▶ **YOUR OBJECTIVE**
Go through the entries below. Copy out every line that contains "then".

▶ **DATASET RECORDS**
▼▼▼

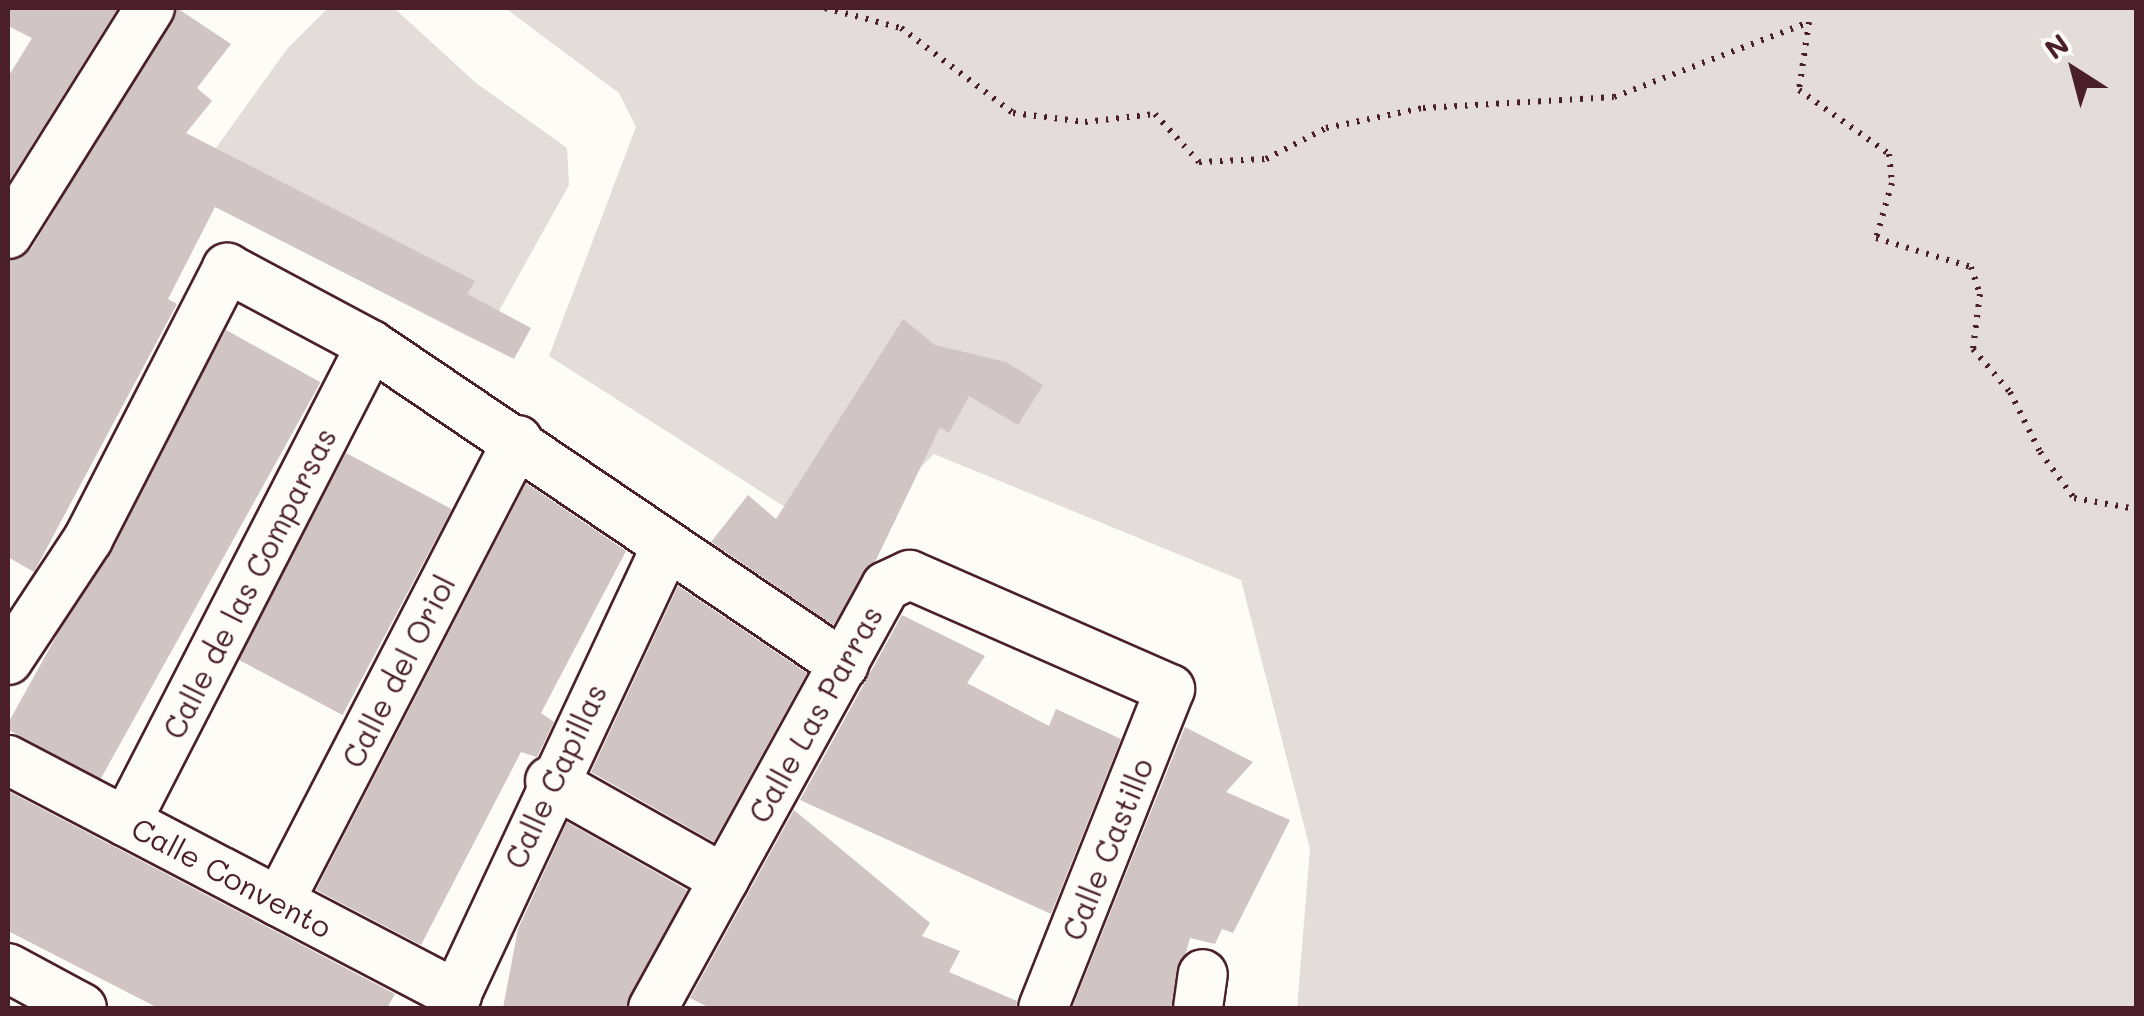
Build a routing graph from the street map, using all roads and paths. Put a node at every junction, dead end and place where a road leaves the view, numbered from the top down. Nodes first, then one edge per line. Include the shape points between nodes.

▲▲▲
▼▼▼

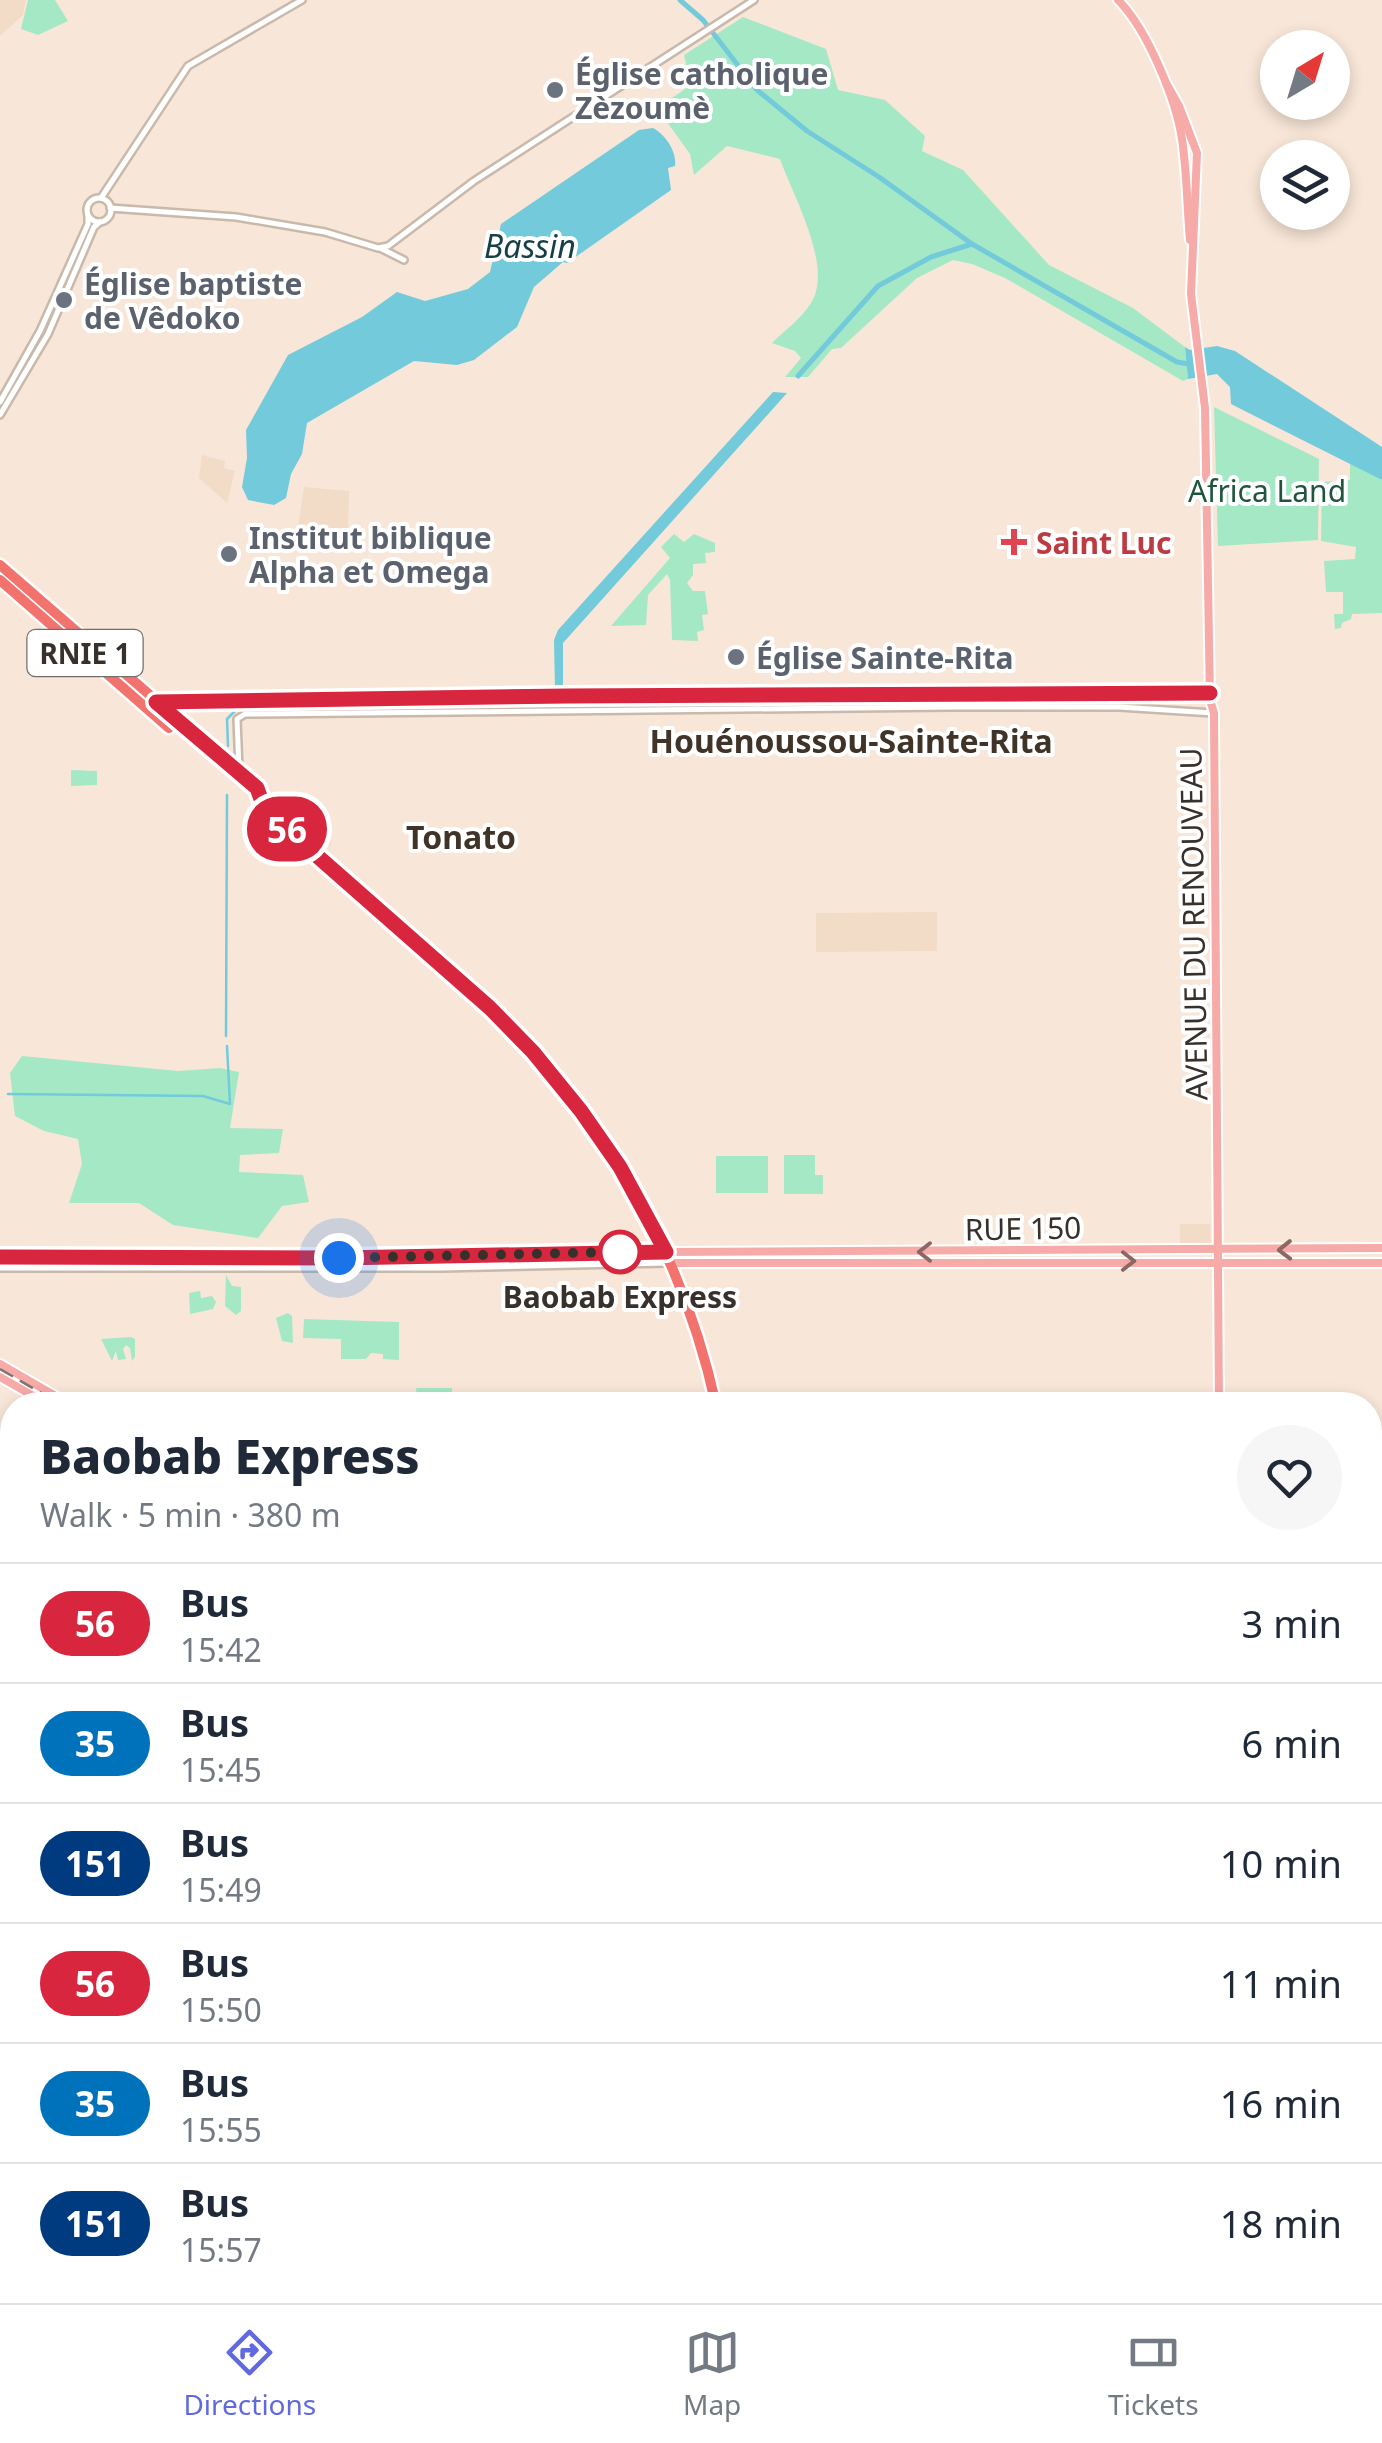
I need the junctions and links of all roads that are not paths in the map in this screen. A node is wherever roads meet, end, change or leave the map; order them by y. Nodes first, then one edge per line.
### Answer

▲▲▲

▶ **SOLUTION TO THIS EXERCISE**
Build a routing graph from the street map, using all roads and paths. Put a node at every junction, dead end and place where a road leaves the view, numbered from the top down. Nodes first, then one edge per line. Include the shape points between nodes.
I need the junctions and links of all roads that are not paths in the map in this screen. A node is wherever roads meet, end, change or leave the map; order them by y. Nodes first, then one edge per line.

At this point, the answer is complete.